WORK INSTRUCTIONS » Your response should consist of the records, reproduced exactly.

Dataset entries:
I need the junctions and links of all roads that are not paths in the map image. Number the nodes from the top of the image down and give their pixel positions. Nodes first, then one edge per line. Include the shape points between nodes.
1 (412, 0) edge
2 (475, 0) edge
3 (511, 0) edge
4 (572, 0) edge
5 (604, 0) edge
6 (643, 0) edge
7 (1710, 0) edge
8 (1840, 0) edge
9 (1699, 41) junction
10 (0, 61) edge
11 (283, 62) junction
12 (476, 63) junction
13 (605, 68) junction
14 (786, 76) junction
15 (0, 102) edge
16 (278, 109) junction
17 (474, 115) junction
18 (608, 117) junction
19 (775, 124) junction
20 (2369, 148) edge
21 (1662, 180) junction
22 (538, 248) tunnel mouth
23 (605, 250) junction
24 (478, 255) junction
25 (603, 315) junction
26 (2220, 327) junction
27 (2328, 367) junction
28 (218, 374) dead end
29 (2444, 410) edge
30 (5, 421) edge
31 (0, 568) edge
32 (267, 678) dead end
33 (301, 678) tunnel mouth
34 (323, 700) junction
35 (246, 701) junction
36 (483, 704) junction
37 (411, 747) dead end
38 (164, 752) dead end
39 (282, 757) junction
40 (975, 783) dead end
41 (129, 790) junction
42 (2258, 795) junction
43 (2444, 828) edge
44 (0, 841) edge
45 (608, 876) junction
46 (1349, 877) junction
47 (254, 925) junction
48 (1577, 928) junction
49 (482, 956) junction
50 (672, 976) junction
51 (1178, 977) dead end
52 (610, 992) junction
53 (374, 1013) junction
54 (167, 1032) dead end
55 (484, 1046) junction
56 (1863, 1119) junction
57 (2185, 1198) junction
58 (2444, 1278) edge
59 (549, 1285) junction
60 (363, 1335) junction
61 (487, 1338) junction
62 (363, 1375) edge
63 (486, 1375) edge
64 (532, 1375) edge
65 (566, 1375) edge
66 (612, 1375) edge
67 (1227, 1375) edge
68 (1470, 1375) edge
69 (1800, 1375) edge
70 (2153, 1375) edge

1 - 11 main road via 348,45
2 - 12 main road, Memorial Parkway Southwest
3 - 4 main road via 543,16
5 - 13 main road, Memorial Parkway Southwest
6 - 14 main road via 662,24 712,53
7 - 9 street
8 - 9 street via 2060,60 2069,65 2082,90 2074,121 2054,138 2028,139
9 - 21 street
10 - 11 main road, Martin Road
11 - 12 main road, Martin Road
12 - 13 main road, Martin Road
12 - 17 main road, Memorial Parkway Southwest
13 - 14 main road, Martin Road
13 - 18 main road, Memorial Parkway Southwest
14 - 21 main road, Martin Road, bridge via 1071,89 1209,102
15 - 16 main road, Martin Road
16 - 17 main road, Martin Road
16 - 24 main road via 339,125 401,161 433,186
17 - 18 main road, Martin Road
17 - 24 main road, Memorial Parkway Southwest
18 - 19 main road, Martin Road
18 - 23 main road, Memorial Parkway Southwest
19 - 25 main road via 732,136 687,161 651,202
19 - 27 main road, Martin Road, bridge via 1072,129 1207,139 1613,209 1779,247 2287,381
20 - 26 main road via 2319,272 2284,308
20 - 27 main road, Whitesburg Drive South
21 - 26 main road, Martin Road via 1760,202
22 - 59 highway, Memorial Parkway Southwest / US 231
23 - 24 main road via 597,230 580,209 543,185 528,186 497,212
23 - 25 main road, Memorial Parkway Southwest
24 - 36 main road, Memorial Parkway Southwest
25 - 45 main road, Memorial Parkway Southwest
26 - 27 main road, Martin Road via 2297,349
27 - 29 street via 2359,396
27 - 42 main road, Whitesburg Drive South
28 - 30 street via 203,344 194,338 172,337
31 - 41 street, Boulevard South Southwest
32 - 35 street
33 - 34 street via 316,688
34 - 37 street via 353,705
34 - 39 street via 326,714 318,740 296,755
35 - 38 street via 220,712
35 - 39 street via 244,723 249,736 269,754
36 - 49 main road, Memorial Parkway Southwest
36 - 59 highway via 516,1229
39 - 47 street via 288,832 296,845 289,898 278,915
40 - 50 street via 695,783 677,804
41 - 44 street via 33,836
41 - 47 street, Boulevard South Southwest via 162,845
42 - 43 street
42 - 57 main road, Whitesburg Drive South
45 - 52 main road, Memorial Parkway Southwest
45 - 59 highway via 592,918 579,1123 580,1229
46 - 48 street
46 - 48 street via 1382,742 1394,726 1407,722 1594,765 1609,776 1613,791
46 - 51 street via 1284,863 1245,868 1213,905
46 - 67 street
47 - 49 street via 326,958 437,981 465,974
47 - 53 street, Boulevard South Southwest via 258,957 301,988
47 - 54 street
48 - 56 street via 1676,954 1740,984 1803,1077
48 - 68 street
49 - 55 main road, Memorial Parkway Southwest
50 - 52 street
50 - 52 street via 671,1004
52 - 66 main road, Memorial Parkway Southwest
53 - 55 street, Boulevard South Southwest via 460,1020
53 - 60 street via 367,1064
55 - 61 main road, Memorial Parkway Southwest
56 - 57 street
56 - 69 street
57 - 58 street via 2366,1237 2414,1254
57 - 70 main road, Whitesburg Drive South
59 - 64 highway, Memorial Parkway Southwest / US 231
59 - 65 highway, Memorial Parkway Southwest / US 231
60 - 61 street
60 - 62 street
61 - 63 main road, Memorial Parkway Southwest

OUTPUT OF THE TASK »
I need the junctions and links of all roads that are not paths in the map image. Number the nodes from the top of the image down and give their pixel positions. Nodes first, then one edge per line. Include the shape points between nodes.
1 (412, 0) edge
2 (475, 0) edge
3 (511, 0) edge
4 (572, 0) edge
5 (604, 0) edge
6 (643, 0) edge
7 (1710, 0) edge
8 (1840, 0) edge
9 (1699, 41) junction
10 (0, 61) edge
11 (283, 62) junction
12 (476, 63) junction
13 (605, 68) junction
14 (786, 76) junction
15 (0, 102) edge
16 (278, 109) junction
17 (474, 115) junction
18 (608, 117) junction
19 (775, 124) junction
20 (2369, 148) edge
21 (1662, 180) junction
22 (538, 248) tunnel mouth
23 (605, 250) junction
24 (478, 255) junction
25 (603, 315) junction
26 (2220, 327) junction
27 (2328, 367) junction
28 (218, 374) dead end
29 (2444, 410) edge
30 (5, 421) edge
31 (0, 568) edge
32 (267, 678) dead end
33 (301, 678) tunnel mouth
34 (323, 700) junction
35 (246, 701) junction
36 (483, 704) junction
37 (411, 747) dead end
38 (164, 752) dead end
39 (282, 757) junction
40 (975, 783) dead end
41 (129, 790) junction
42 (2258, 795) junction
43 (2444, 828) edge
44 (0, 841) edge
45 (608, 876) junction
46 (1349, 877) junction
47 (254, 925) junction
48 (1577, 928) junction
49 (482, 956) junction
50 (672, 976) junction
51 (1178, 977) dead end
52 (610, 992) junction
53 (374, 1013) junction
54 (167, 1032) dead end
55 (484, 1046) junction
56 (1863, 1119) junction
57 (2185, 1198) junction
58 (2444, 1278) edge
59 (549, 1285) junction
60 (363, 1335) junction
61 (487, 1338) junction
62 (363, 1375) edge
63 (486, 1375) edge
64 (532, 1375) edge
65 (566, 1375) edge
66 (612, 1375) edge
67 (1227, 1375) edge
68 (1470, 1375) edge
69 (1800, 1375) edge
70 (2153, 1375) edge

1 - 11 main road via 348,45
2 - 12 main road, Memorial Parkway Southwest
3 - 4 main road via 543,16
5 - 13 main road, Memorial Parkway Southwest
6 - 14 main road via 662,24 712,53
7 - 9 street
8 - 9 street via 2060,60 2069,65 2082,90 2074,121 2054,138 2028,139
9 - 21 street
10 - 11 main road, Martin Road
11 - 12 main road, Martin Road
12 - 13 main road, Martin Road
12 - 17 main road, Memorial Parkway Southwest
13 - 14 main road, Martin Road
13 - 18 main road, Memorial Parkway Southwest
14 - 21 main road, Martin Road, bridge via 1071,89 1209,102
15 - 16 main road, Martin Road
16 - 17 main road, Martin Road
16 - 24 main road via 339,125 401,161 433,186
17 - 18 main road, Martin Road
17 - 24 main road, Memorial Parkway Southwest
18 - 19 main road, Martin Road
18 - 23 main road, Memorial Parkway Southwest
19 - 25 main road via 732,136 687,161 651,202
19 - 27 main road, Martin Road, bridge via 1072,129 1207,139 1613,209 1779,247 2287,381
20 - 26 main road via 2319,272 2284,308
20 - 27 main road, Whitesburg Drive South
21 - 26 main road, Martin Road via 1760,202
22 - 59 highway, Memorial Parkway Southwest / US 231
23 - 24 main road via 597,230 580,209 543,185 528,186 497,212
23 - 25 main road, Memorial Parkway Southwest
24 - 36 main road, Memorial Parkway Southwest
25 - 45 main road, Memorial Parkway Southwest
26 - 27 main road, Martin Road via 2297,349
27 - 29 street via 2359,396
27 - 42 main road, Whitesburg Drive South
28 - 30 street via 203,344 194,338 172,337
31 - 41 street, Boulevard South Southwest
32 - 35 street
33 - 34 street via 316,688
34 - 37 street via 353,705
34 - 39 street via 326,714 318,740 296,755
35 - 38 street via 220,712
35 - 39 street via 244,723 249,736 269,754
36 - 49 main road, Memorial Parkway Southwest
36 - 59 highway via 516,1229
39 - 47 street via 288,832 296,845 289,898 278,915
40 - 50 street via 695,783 677,804
41 - 44 street via 33,836
41 - 47 street, Boulevard South Southwest via 162,845
42 - 43 street
42 - 57 main road, Whitesburg Drive South
45 - 52 main road, Memorial Parkway Southwest
45 - 59 highway via 592,918 579,1123 580,1229
46 - 48 street
46 - 48 street via 1382,742 1394,726 1407,722 1594,765 1609,776 1613,791
46 - 51 street via 1284,863 1245,868 1213,905
46 - 67 street
47 - 49 street via 326,958 437,981 465,974
47 - 53 street, Boulevard South Southwest via 258,957 301,988
47 - 54 street
48 - 56 street via 1676,954 1740,984 1803,1077
48 - 68 street
49 - 55 main road, Memorial Parkway Southwest
50 - 52 street
50 - 52 street via 671,1004
52 - 66 main road, Memorial Parkway Southwest
53 - 55 street, Boulevard South Southwest via 460,1020
53 - 60 street via 367,1064
55 - 61 main road, Memorial Parkway Southwest
56 - 57 street
56 - 69 street
57 - 58 street via 2366,1237 2414,1254
57 - 70 main road, Whitesburg Drive South
59 - 64 highway, Memorial Parkway Southwest / US 231
59 - 65 highway, Memorial Parkway Southwest / US 231
60 - 61 street
60 - 62 street
61 - 63 main road, Memorial Parkway Southwest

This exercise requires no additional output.